すてきな天使のいる夜に〜ordinary story〜



「先生…ここは?」


目が回る程の高いビル。



まるで、お金持ちの人が集まるような場所。



「沙奈、いきなりごめんな。」



そう言いながら、大翔先生は私の肩を引き寄せ歩き始める。



どうして、ここに連れて来たのだろうか。



私とは無縁の場所。



大翔先生が、連れて来た所はブランド品が集まるような場所だった。



こんな所、来たことがない。



だけど、なんだろう…



来た事ない場所だからかもしれないけど、すごく心が引き寄せられる感じがした。



「沙奈、俺の夢を叶えてくれるか?」



「夢?」



「俺さ、心から愛している人と一緒にこういうお店に来ることが夢だったんだ。沙奈と一緒にやりたかった事の1つでもある。


沙奈のほしい物を1つプレゼントさせてほしい。」



私の視線を捉えながら、大翔先生は少し頬を赤くしていた。



「だ、だけど私…


こういう所、来たこともないし…


それに、私自分のほしいものなんてよく分からないのに…」



いいの?



きっと、こういうお店は皆1つ1つ高いんじゃないの?



適当に選んだりはしないけど、自分がピンとくるものなんてあるかも分からないのに…



そんな私のために、お金を無駄にするだけじゃ…



大翔先生から受け取れる物は、何でも嬉しいし大切に使いたいと思う。



だから、大翔先生が選んでほしい。



「欲しい物を買うこと。


きっと沙奈にとって、1番難しいと思うんだ。


それは十分に分かっている。


でも、前に紫苑と翔太がついてくれば選ぶことができるって言ってただろう?


少しずつ、自分を取り戻してほしいって思うんだ。



心に縛り付けた感情の制御を、紐解いてほしい。


そうすればきっと沙奈も、自分の心や感情に素直になって欲しい物が見つかると思うんだ。
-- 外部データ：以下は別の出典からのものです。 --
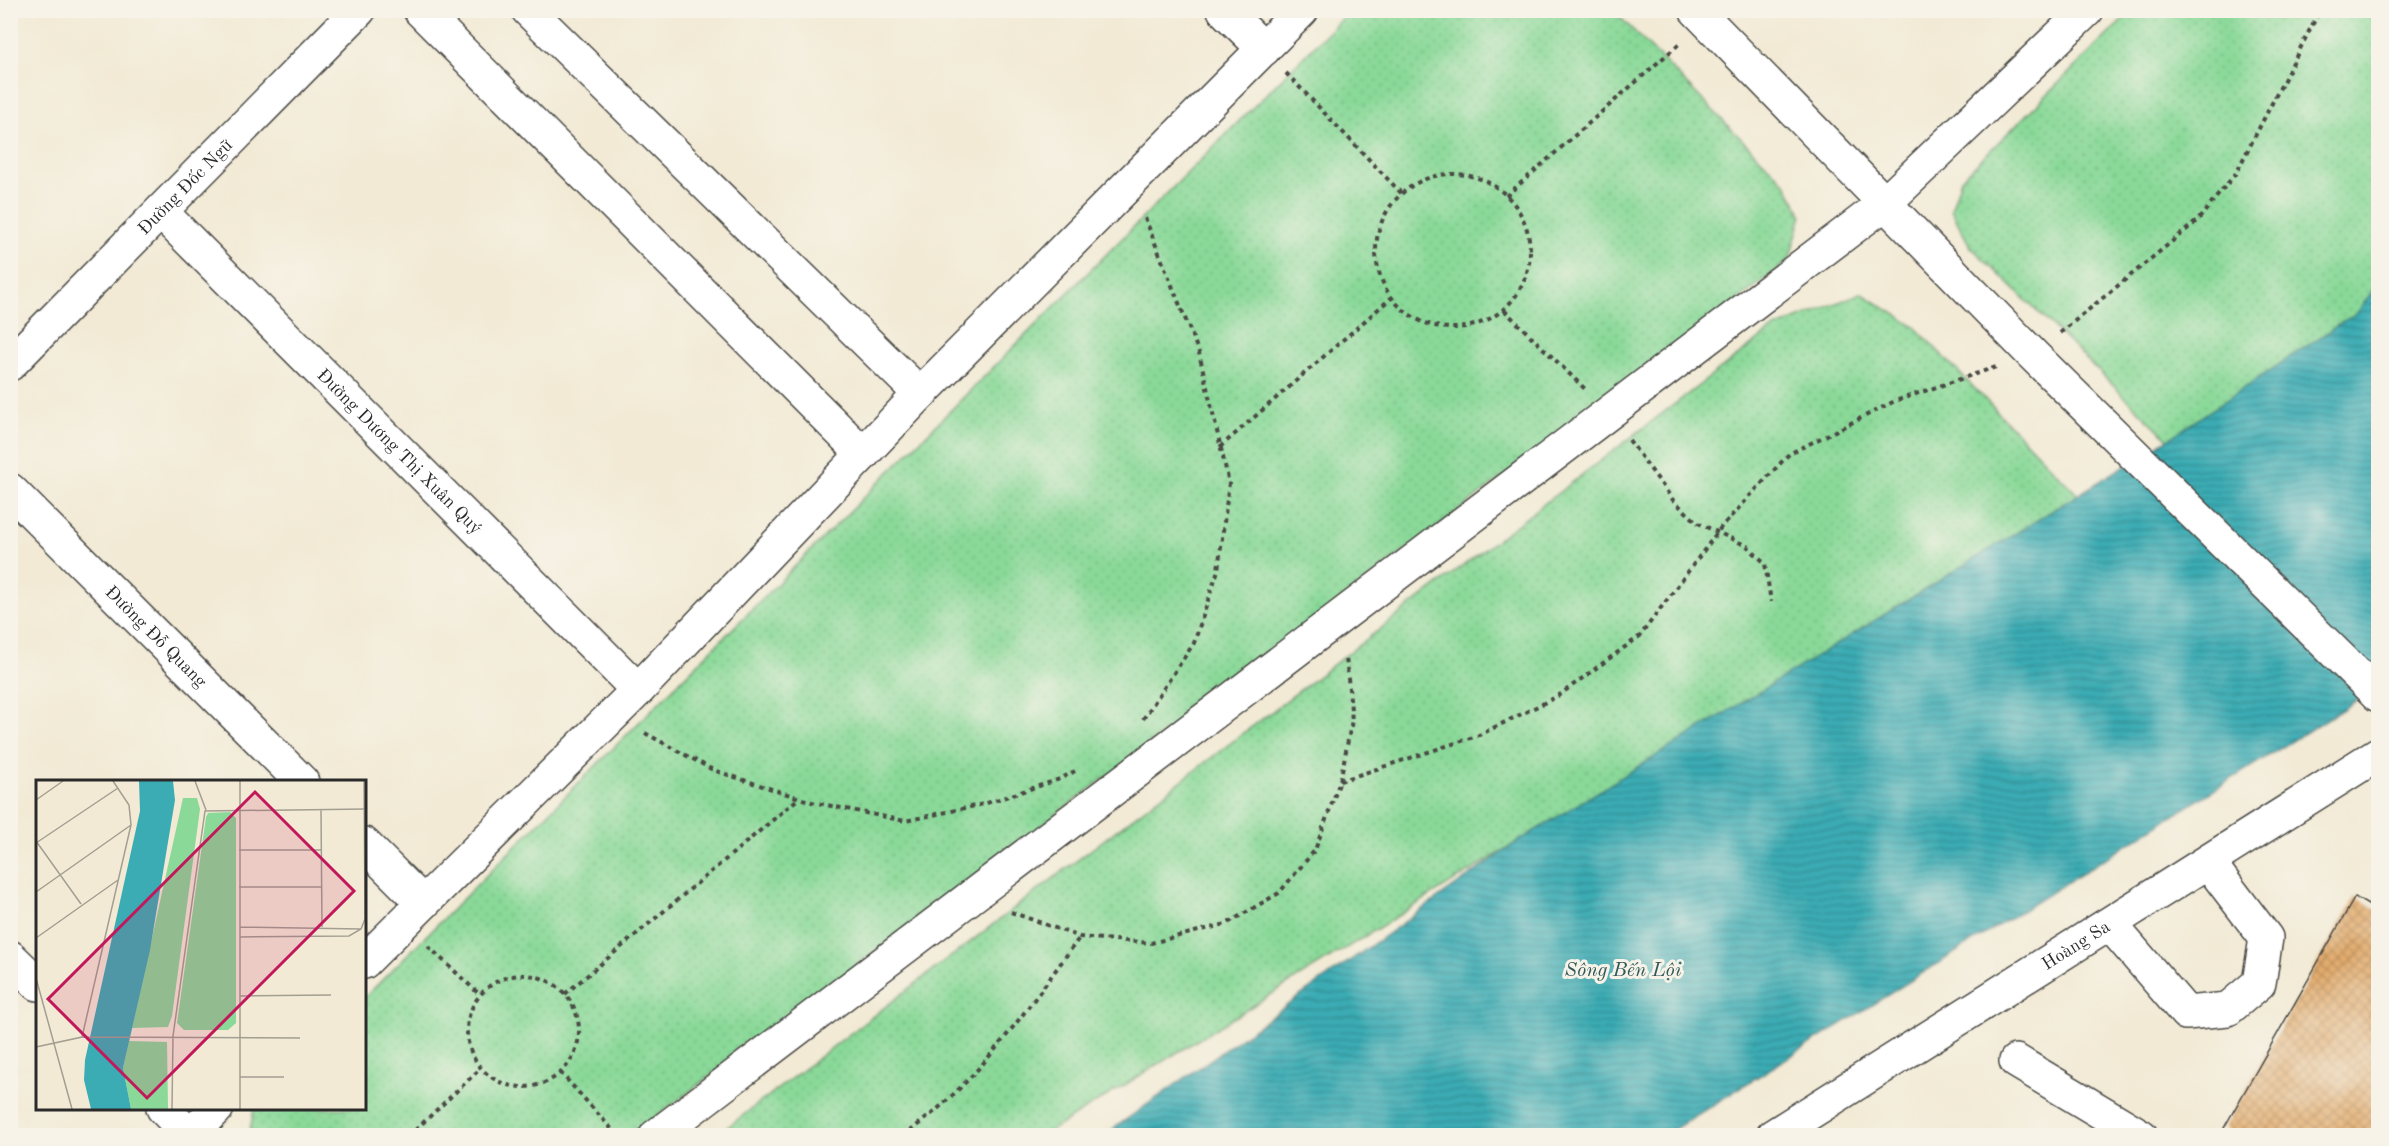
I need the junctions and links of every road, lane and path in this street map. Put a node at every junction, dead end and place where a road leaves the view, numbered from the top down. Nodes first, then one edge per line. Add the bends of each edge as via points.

そんな緊張しなくて大丈夫だから、何となく可愛いものとか綺麗とかって思う物があったら教えてよ。


欲しいっていう感覚とは違うと思うけど、ゆっくり考えて選んでくれればいいから。」



「だけど、時間は大丈夫なの?」



「ああ。皆が来るのは午後からだからな。」


さすがに、午後まで悩んだりはしないけど…



そんなに長い時間いたら、お店の人にも迷惑だよね?



「分かった。一緒に選んで。」



「ああ。何時間でも。」


15階建てのビルを、休憩しながら大翔先生と回った。



最上階のお店を回った後に、屋上のベンチに腰を降ろした。



本当に目が回りそう。



全てがキラキラして見える。



屋上に出て外の空気を吸い込み、私はやっと落ち着いてきた。



「どうしよう…本当に分からないよ…


可愛いなって思うものはあったけど、それが本当に欲しいのかよく分からない…」



「もう1度、その品物があったお店に行ってみるか?」



「うん。」



少し休憩を取ってから、大翔先生と手を繋ぎ再びそのお店へ向かった。